__Work item__
The reply should contain the full listing exactly as written and no pictures at all.

#####

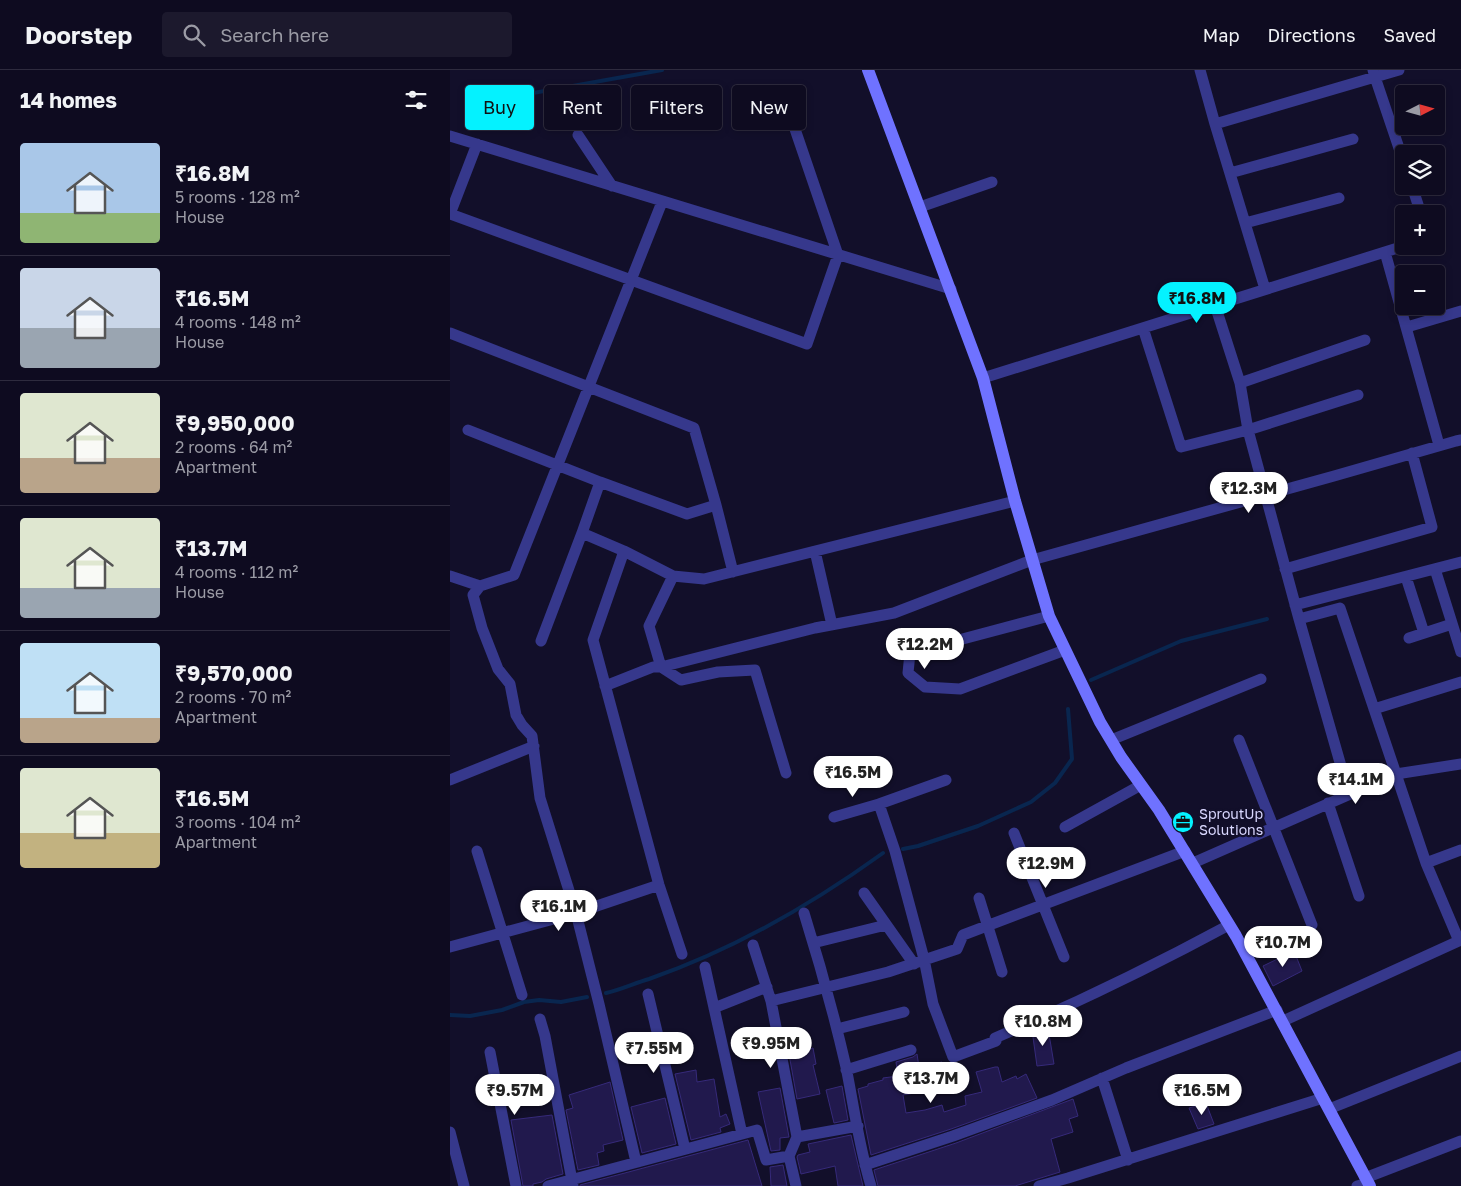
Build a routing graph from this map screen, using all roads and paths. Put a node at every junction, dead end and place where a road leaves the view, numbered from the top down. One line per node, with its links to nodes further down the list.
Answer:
1 (868, 70): 17 (main road)
2 (1200, 70): 5 (street)
3 (1399, 70): 4 (street)
4 (1374, 73): 5 (street); 11 (street)
5 (1215, 124): 12 (street)
6 (795, 130): 22 (street)
7 (578, 135): 14 (street)
8 (450, 136): 10 (street)
9 (1353, 139): 12 (street)
10 (477, 144): 14 (street); 18 (street)
11 (1398, 145)
12 (1230, 172): 19 (street)
13 (992, 182): 17 (street)
14 (612, 186): 16 (street)
15 (1339, 198): 19 (street)
16 (662, 202): 22 (street); 23 (street)
17 (920, 207): 24 (main road)
18 (450, 214): 23 (street)
19 (1245, 223): 25 (street)
20 (1395, 249): 21 (street)
21 (1385, 252): 25 (street); 28 (street)
22 (838, 255): 23 (street); 24 (street)
23 (631, 281): 34 (street)
24 (951, 289): 32 (main road)
25 (1265, 290): 26 (street)
26 (1215, 305): 29 (street); 33 (street)
27 (1461, 311): 28 (street)
28 (1407, 327): 39 (street)
29 (1143, 328): 32 (street); 37 (street)
30 (450, 333): 34 (street)
31 (1365, 340): 33 (street)
32 (983, 378): 44 (main road)
33 (1240, 383): 37 (street)
34 (588, 388): 41 (street); 45 (street)
35 (1358, 396): 37 (street)
36 (468, 430): 41 (street)
37 (1248, 430): 43 (street)
38 (1461, 440): 39 (street)
39 (1439, 445): 40 (street)
40 (1412, 454): 43 (street); 51 (street)
41 (558, 465): 42 (street); 57 (street)
42 (600, 482): 45 (street); 46 (street)
43 (1265, 496): 49 (street); 51 (street)
44 (1015, 501): 47 (street); 49 (main road)
45 (716, 505): 53 (street)
46 (582, 533): 48 (street); 65 (street)
47 (815, 551): 53 (street); 62 (street)
48 (624, 552): 55 (street); 71 (street)
49 (1032, 560): 59 (main road); 62 (street)
50 (1461, 562): 52 (street)
51 (1285, 569): 58 (street)
52 (1435, 569): 56 (street); 61 (street)
53 (733, 572): 55 (street)
54 (450, 576): 57 (street)
55 (673, 576): 68 (street)
56 (1406, 577): 58 (street); 63 (street)
57 (480, 586): 75 (street)
58 (1295, 605): 60 (street)
59 (1049, 616): 66 (main road); 66 (street)
60 (1299, 619): 72 (street); 82 (street)
61 (1452, 624): 63 (street); 67 (street)
62 (832, 625): 68 (street)
63 (1424, 633): 64 (street)
64 (1409, 638)
65 (541, 641)
66 (1065, 650): 73 (main road)
67 (1461, 652)
68 (661, 667): 71 (street); 77 (street)
69 (1261, 680): 73 (street)
70 (1461, 682): 72 (street)
71 (605, 686): 94 (street)
72 (1374, 709): 78 (street)
73 (1111, 740): 81 (main road)
74 (1239, 740): 87 (street)
75 (534, 746): 79 (street); 99 (street)
76 (1461, 764): 78 (street)
77 (786, 773)
78 (1396, 774): 82 (street); 92 (street)
79 (450, 780)
80 (946, 780): 83 (street)
81 (1141, 785): 86 (street); 91 (main road)
82 (1348, 794): 84 (street)
83 (879, 804): 85 (street); 112 (street)
84 (1328, 804): 87 (street); 96 (street)
85 (834, 817)
86 (1065, 827)
87 (1273, 828): 93 (street); 104 (street)
88 (1014, 833): 98 (street)
89 (1461, 850): 92 (street)
90 (477, 851): 105 (street)
91 (1184, 851): 93 (main road); 98 (street)
92 (1426, 863): 106 (street)
93 (1192, 864): 103 (main road)
94 (659, 885): 99 (street); 110 (street)
95 (864, 893): 101 (street)
96 (1359, 896)
97 (978, 898): 102 (street)
98 (1042, 904): 102 (street); 111 (street)
99 (576, 913): 105 (street); 139 (street)
100 (804, 913): 107 (street)
101 (886, 925): 107 (street); 112 (street)
102 (987, 925): 112 (street); 114 (street)
103 (1229, 925): 112 (street); 122 (main road)
104 (1312, 925)
105 (502, 934): 109 (street); 118 (street)
106 (1460, 941): 122 (street)
107 (814, 943): 116 (street)
108 (753, 945): 115 (street)
109 (450, 947)
110 (682, 954)
111 (1064, 957)
112 (919, 962): 116 (street)
113 (705, 967): 120 (street)
114 (1002, 972)
115 (767, 987): 119 (street); 120 (street)
116 (827, 987): 119 (street); 124 (street)
117 (648, 994): 136 (street)
118 (522, 995)
119 (771, 1001): 134 (street)
120 (714, 1008): 133 (street)
121 (904, 1012): 124 (street)
122 (1280, 1016): 129 (street); 130 (main road)
123 (540, 1019): 141 (street)
124 (837, 1029): 128 (street)
125 (911, 1050): 128 (street)
126 (490, 1052): 144 (street)
127 (1460, 1059): 130 (street)
128 (846, 1070): 131 (street)
129 (1102, 1078): 138 (street); 140 (street)
130 (1326, 1103): 138 (street); 142 (main road)
131 (858, 1126): 134 (street); 140 (street)
132 (450, 1132): 143 (street)
133 (742, 1134): 136 (street); 137 (street)
134 (797, 1137): 137 (street)
135 (1461, 1141): 142 (street)
136 (685, 1149): 139 (street)
137 (789, 1156): 146 (street)
138 (1128, 1160): 148 (street)
139 (636, 1162): 141 (street)
140 (865, 1165): 147 (street)
141 (572, 1183): 145 (street)
142 (1365, 1183)
143 (464, 1186)
144 (516, 1186)
145 (548, 1186)
146 (796, 1186)
147 (871, 1186)
148 (1039, 1186)

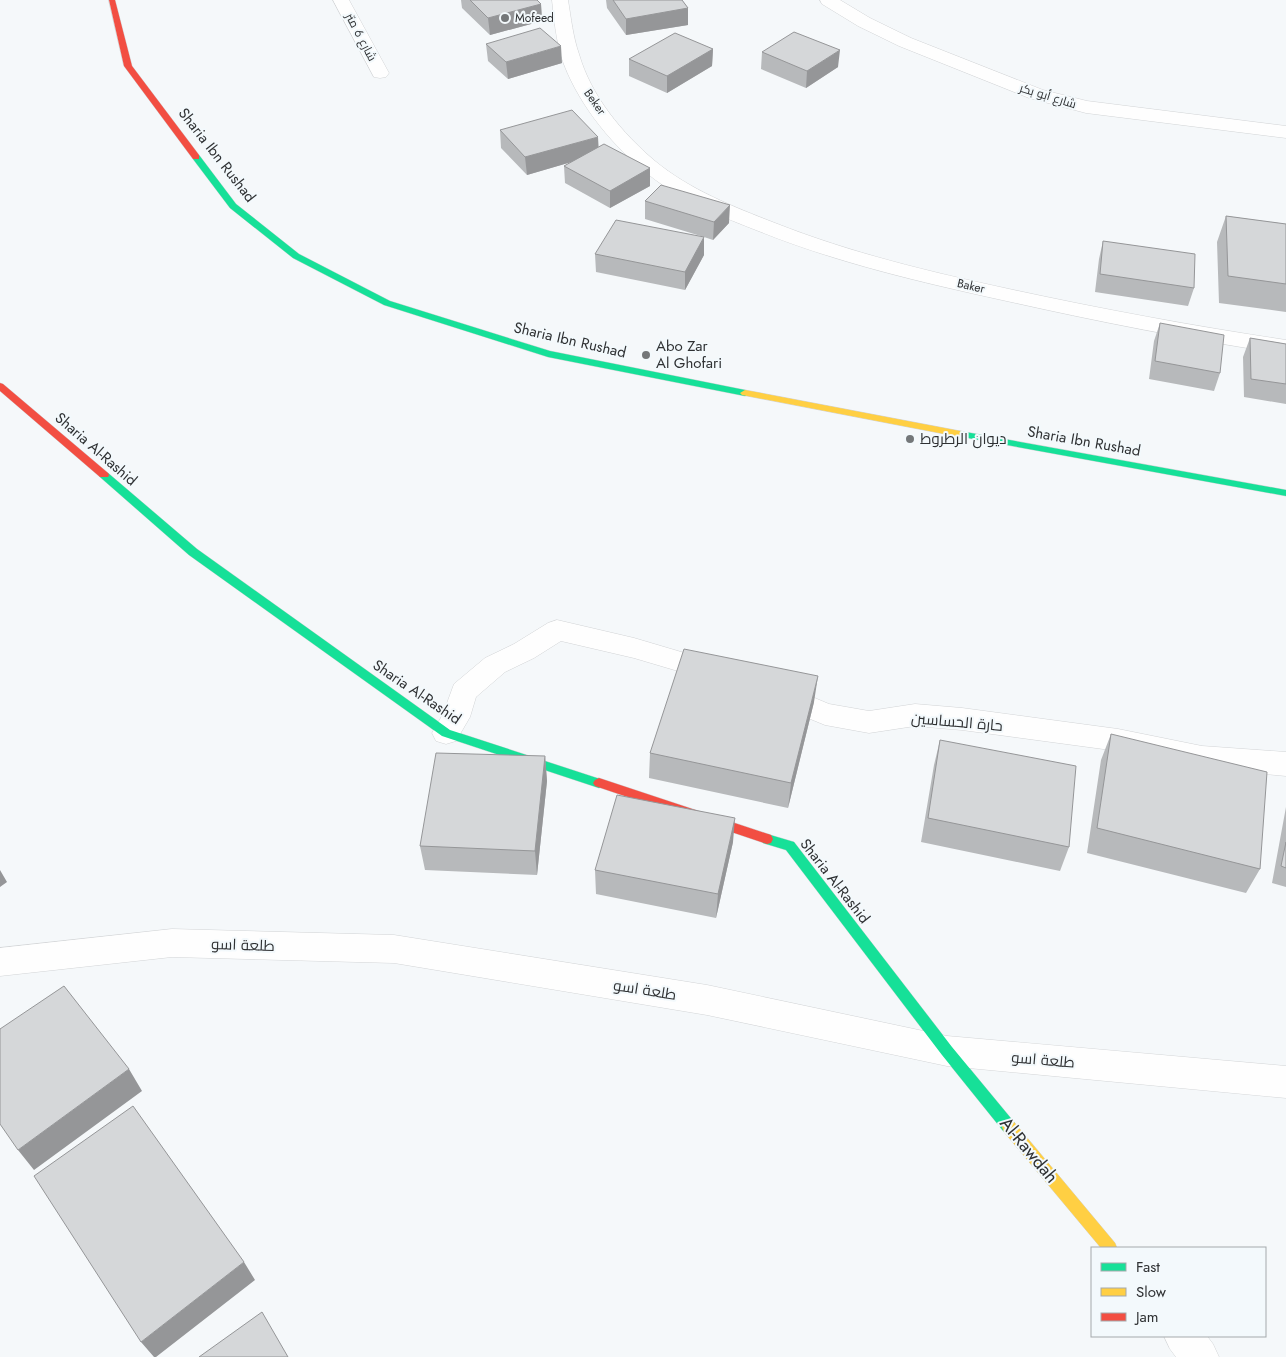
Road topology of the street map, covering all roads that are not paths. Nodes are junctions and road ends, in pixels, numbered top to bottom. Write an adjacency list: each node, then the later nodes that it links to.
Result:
1 (112, 0): 9 (street, Sharia Ibn Rushad)
2 (341, 0): 5 (street, شارع 6 متر)
3 (560, 0): 7 (street, Baker)
4 (828, 0): 6 (street, شارع أبو بكر)
5 (380, 73)
6 (1286, 132)
7 (1286, 347)
8 (0, 386): 10 (street, Sharia Al-Rashid)
9 (1286, 493)
10 (446, 733): 11 (street, حارة الحساسين); 13 (street, Sharia Al-Rashid)
11 (1286, 764)
12 (0, 962): 13 (street, طلعة اسو)
13 (947, 1052): 14 (street, طلعة اسو); 15 (street, Al-Rawdah)
14 (1286, 1082)
15 (1109, 1247)
16 (1184, 1337): 17 (street)
17 (1200, 1357)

#####

__Answer area__
Build a routing graph from this map screen, using all roads and paths. Put a node at every junction, dead end and place where a road leaves the view, numbered from the top down. One line per node, with its links to nodes further down the list.
Answer:
1 (868, 70): 17 (main road)
2 (1200, 70): 5 (street)
3 (1399, 70): 4 (street)
4 (1374, 73): 5 (street); 11 (street)
5 (1215, 124): 12 (street)
6 (795, 130): 22 (street)
7 (578, 135): 14 (street)
8 (450, 136): 10 (street)
9 (1353, 139): 12 (street)
10 (477, 144): 14 (street); 18 (street)
11 (1398, 145)
12 (1230, 172): 19 (street)
13 (992, 182): 17 (street)
14 (612, 186): 16 (street)
15 (1339, 198): 19 (street)
16 (662, 202): 22 (street); 23 (street)
17 (920, 207): 24 (main road)
18 (450, 214): 23 (street)
19 (1245, 223): 25 (street)
20 (1395, 249): 21 (street)
21 (1385, 252): 25 (street); 28 (street)
22 (838, 255): 23 (street); 24 (street)
23 (631, 281): 34 (street)
24 (951, 289): 32 (main road)
25 (1265, 290): 26 (street)
26 (1215, 305): 29 (street); 33 (street)
27 (1461, 311): 28 (street)
28 (1407, 327): 39 (street)
29 (1143, 328): 32 (street); 37 (street)
30 (450, 333): 34 (street)
31 (1365, 340): 33 (street)
32 (983, 378): 44 (main road)
33 (1240, 383): 37 (street)
34 (588, 388): 41 (street); 45 (street)
35 (1358, 396): 37 (street)
36 (468, 430): 41 (street)
37 (1248, 430): 43 (street)
38 (1461, 440): 39 (street)
39 (1439, 445): 40 (street)
40 (1412, 454): 43 (street); 51 (street)
41 (558, 465): 42 (street); 57 (street)
42 (600, 482): 45 (street); 46 (street)
43 (1265, 496): 49 (street); 51 (street)
44 (1015, 501): 47 (street); 49 (main road)
45 (716, 505): 53 (street)
46 (582, 533): 48 (street); 65 (street)
47 (815, 551): 53 (street); 62 (street)
48 (624, 552): 55 (street); 71 (street)
49 (1032, 560): 59 (main road); 62 (street)
50 (1461, 562): 52 (street)
51 (1285, 569): 58 (street)
52 (1435, 569): 56 (street); 61 (street)
53 (733, 572): 55 (street)
54 (450, 576): 57 (street)
55 (673, 576): 68 (street)
56 (1406, 577): 58 (street); 63 (street)
57 (480, 586): 75 (street)
58 (1295, 605): 60 (street)
59 (1049, 616): 66 (main road); 66 (street)
60 (1299, 619): 72 (street); 82 (street)
61 (1452, 624): 63 (street); 67 (street)
62 (832, 625): 68 (street)
63 (1424, 633): 64 (street)
64 (1409, 638)
65 (541, 641)
66 (1065, 650): 73 (main road)
67 (1461, 652)
68 (661, 667): 71 (street); 77 (street)
69 (1261, 680): 73 (street)
70 (1461, 682): 72 (street)
71 (605, 686): 94 (street)
72 (1374, 709): 78 (street)
73 (1111, 740): 81 (main road)
74 (1239, 740): 87 (street)
75 (534, 746): 79 (street); 99 (street)
76 (1461, 764): 78 (street)
77 (786, 773)
78 (1396, 774): 82 (street); 92 (street)
79 (450, 780)
80 (946, 780): 83 (street)
81 (1141, 785): 86 (street); 91 (main road)
82 (1348, 794): 84 (street)
83 (879, 804): 85 (street); 112 (street)
84 (1328, 804): 87 (street); 96 (street)
85 (834, 817)
86 (1065, 827)
87 (1273, 828): 93 (street); 104 (street)
88 (1014, 833): 98 (street)
89 (1461, 850): 92 (street)
90 (477, 851): 105 (street)
91 (1184, 851): 93 (main road); 98 (street)
92 (1426, 863): 106 (street)
93 (1192, 864): 103 (main road)
94 (659, 885): 99 (street); 110 (street)
95 (864, 893): 101 (street)
96 (1359, 896)
97 (978, 898): 102 (street)
98 (1042, 904): 102 (street); 111 (street)
99 (576, 913): 105 (street); 139 (street)
100 (804, 913): 107 (street)
101 (886, 925): 107 (street); 112 (street)
102 (987, 925): 112 (street); 114 (street)
103 (1229, 925): 112 (street); 122 (main road)
104 (1312, 925)
105 (502, 934): 109 (street); 118 (street)
106 (1460, 941): 122 (street)
107 (814, 943): 116 (street)
108 (753, 945): 115 (street)
109 (450, 947)
110 (682, 954)
111 (1064, 957)
112 (919, 962): 116 (street)
113 (705, 967): 120 (street)
114 (1002, 972)
115 (767, 987): 119 (street); 120 (street)
116 (827, 987): 119 (street); 124 (street)
117 (648, 994): 136 (street)
118 (522, 995)
119 (771, 1001): 134 (street)
120 (714, 1008): 133 (street)
121 (904, 1012): 124 (street)
122 (1280, 1016): 129 (street); 130 (main road)
123 (540, 1019): 141 (street)
124 (837, 1029): 128 (street)
125 (911, 1050): 128 (street)
126 (490, 1052): 144 (street)
127 (1460, 1059): 130 (street)
128 (846, 1070): 131 (street)
129 (1102, 1078): 138 (street); 140 (street)
130 (1326, 1103): 138 (street); 142 (main road)
131 (858, 1126): 134 (street); 140 (street)
132 (450, 1132): 143 (street)
133 (742, 1134): 136 (street); 137 (street)
134 (797, 1137): 137 (street)
135 (1461, 1141): 142 (street)
136 (685, 1149): 139 (street)
137 (789, 1156): 146 (street)
138 (1128, 1160): 148 (street)
139 (636, 1162): 141 (street)
140 (865, 1165): 147 (street)
141 (572, 1183): 145 (street)
142 (1365, 1183)
143 (464, 1186)
144 (516, 1186)
145 (548, 1186)
146 (796, 1186)
147 (871, 1186)
148 (1039, 1186)

Road topology of the street map, covering all roads that are not paths. Nodes are junctions and road ends, in pixels, numbered top to bottom. Write an adjacency list: each node, then the later nodes that it links to.
Result:
1 (112, 0): 9 (street, Sharia Ibn Rushad)
2 (341, 0): 5 (street, شارع 6 متر)
3 (560, 0): 7 (street, Baker)
4 (828, 0): 6 (street, شارع أبو بكر)
5 (380, 73)
6 (1286, 132)
7 (1286, 347)
8 (0, 386): 10 (street, Sharia Al-Rashid)
9 (1286, 493)
10 (446, 733): 11 (street, حارة الحساسين); 13 (street, Sharia Al-Rashid)
11 (1286, 764)
12 (0, 962): 13 (street, طلعة اسو)
13 (947, 1052): 14 (street, طلعة اسو); 15 (street, Al-Rawdah)
14 (1286, 1082)
15 (1109, 1247)
16 (1184, 1337): 17 (street)
17 (1200, 1357)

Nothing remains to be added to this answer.